▶ **Task item**: Find the lines in the records that carry the word "Michelet". Copy each one.

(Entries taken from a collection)
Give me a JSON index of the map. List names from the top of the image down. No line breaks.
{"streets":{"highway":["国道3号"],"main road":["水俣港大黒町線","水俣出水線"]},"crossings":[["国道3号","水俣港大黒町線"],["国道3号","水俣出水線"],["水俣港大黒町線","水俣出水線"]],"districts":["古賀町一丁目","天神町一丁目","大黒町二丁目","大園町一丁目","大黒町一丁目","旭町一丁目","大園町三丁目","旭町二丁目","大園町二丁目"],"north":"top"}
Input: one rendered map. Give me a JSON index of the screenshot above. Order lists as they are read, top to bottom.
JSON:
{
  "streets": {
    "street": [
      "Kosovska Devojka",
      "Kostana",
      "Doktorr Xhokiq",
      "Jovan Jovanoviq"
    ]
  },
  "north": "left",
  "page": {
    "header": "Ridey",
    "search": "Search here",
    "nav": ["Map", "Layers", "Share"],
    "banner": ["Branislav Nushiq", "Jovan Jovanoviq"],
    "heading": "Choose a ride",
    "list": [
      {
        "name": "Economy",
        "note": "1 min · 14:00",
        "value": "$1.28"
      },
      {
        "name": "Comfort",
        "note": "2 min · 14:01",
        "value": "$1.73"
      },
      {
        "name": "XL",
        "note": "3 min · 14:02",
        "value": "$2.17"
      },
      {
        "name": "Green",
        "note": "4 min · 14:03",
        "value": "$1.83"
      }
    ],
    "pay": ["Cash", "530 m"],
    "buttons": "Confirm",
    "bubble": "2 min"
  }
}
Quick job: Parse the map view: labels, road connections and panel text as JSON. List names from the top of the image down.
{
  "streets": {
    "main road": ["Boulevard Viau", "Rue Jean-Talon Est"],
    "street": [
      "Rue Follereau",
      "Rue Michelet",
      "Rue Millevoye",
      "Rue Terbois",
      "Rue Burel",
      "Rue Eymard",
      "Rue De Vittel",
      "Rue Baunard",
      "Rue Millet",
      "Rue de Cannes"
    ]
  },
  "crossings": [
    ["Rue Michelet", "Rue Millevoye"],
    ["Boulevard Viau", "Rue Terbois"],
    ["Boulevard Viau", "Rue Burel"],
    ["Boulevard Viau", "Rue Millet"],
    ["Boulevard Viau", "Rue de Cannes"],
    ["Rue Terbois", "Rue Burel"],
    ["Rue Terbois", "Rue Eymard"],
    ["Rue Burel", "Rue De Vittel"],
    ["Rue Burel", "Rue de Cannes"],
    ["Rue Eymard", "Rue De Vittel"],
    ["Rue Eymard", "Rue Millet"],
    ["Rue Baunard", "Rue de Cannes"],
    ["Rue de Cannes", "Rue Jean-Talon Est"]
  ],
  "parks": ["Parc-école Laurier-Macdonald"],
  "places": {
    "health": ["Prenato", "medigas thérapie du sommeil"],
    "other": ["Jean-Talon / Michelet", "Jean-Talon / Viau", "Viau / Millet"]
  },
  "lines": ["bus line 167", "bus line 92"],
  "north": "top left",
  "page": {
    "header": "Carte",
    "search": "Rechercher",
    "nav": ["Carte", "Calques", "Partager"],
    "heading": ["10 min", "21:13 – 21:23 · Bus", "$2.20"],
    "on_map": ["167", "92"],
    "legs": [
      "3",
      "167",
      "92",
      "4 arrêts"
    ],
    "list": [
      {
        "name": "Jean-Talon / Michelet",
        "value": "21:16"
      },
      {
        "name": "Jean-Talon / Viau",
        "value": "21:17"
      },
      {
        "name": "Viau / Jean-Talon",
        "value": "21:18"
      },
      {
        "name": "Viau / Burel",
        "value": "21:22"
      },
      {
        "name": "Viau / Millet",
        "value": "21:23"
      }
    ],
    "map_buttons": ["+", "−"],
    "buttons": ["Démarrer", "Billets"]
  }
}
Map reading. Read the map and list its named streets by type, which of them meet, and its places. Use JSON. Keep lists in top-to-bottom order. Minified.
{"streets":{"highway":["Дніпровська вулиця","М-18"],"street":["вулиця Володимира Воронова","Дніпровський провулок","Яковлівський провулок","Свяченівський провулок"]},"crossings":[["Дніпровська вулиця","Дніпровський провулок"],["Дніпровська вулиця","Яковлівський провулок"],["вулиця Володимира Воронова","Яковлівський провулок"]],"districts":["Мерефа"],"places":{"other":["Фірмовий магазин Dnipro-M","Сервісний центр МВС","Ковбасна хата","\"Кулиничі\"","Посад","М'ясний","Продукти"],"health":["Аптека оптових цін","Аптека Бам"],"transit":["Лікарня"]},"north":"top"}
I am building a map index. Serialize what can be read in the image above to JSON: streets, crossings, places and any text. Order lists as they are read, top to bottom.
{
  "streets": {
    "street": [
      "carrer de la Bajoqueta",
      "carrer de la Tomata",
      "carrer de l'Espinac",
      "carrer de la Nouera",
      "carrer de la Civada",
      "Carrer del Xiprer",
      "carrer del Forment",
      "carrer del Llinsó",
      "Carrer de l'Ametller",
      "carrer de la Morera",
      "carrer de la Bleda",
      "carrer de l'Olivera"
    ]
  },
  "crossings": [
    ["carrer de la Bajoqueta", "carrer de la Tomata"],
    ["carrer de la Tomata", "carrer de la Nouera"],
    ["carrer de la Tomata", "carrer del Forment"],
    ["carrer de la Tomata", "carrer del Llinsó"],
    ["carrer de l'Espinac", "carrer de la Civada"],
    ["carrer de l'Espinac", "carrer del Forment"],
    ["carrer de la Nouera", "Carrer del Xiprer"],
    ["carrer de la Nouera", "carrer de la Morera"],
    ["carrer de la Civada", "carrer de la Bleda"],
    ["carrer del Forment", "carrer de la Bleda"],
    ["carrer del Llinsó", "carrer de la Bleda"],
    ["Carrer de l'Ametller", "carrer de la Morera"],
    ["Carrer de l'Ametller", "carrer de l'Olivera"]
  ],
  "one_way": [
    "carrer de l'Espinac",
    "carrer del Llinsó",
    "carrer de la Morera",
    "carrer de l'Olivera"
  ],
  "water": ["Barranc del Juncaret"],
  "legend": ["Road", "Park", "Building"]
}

▶ **Answer section**:
      "Rue Michelet",
    ["Rue Michelet", "Rue Millevoye"],
    "other": ["Jean-Talon / Michelet", "Jean-Talon / Viau", "Viau / Millet"]
        "name": "Jean-Talon / Michelet",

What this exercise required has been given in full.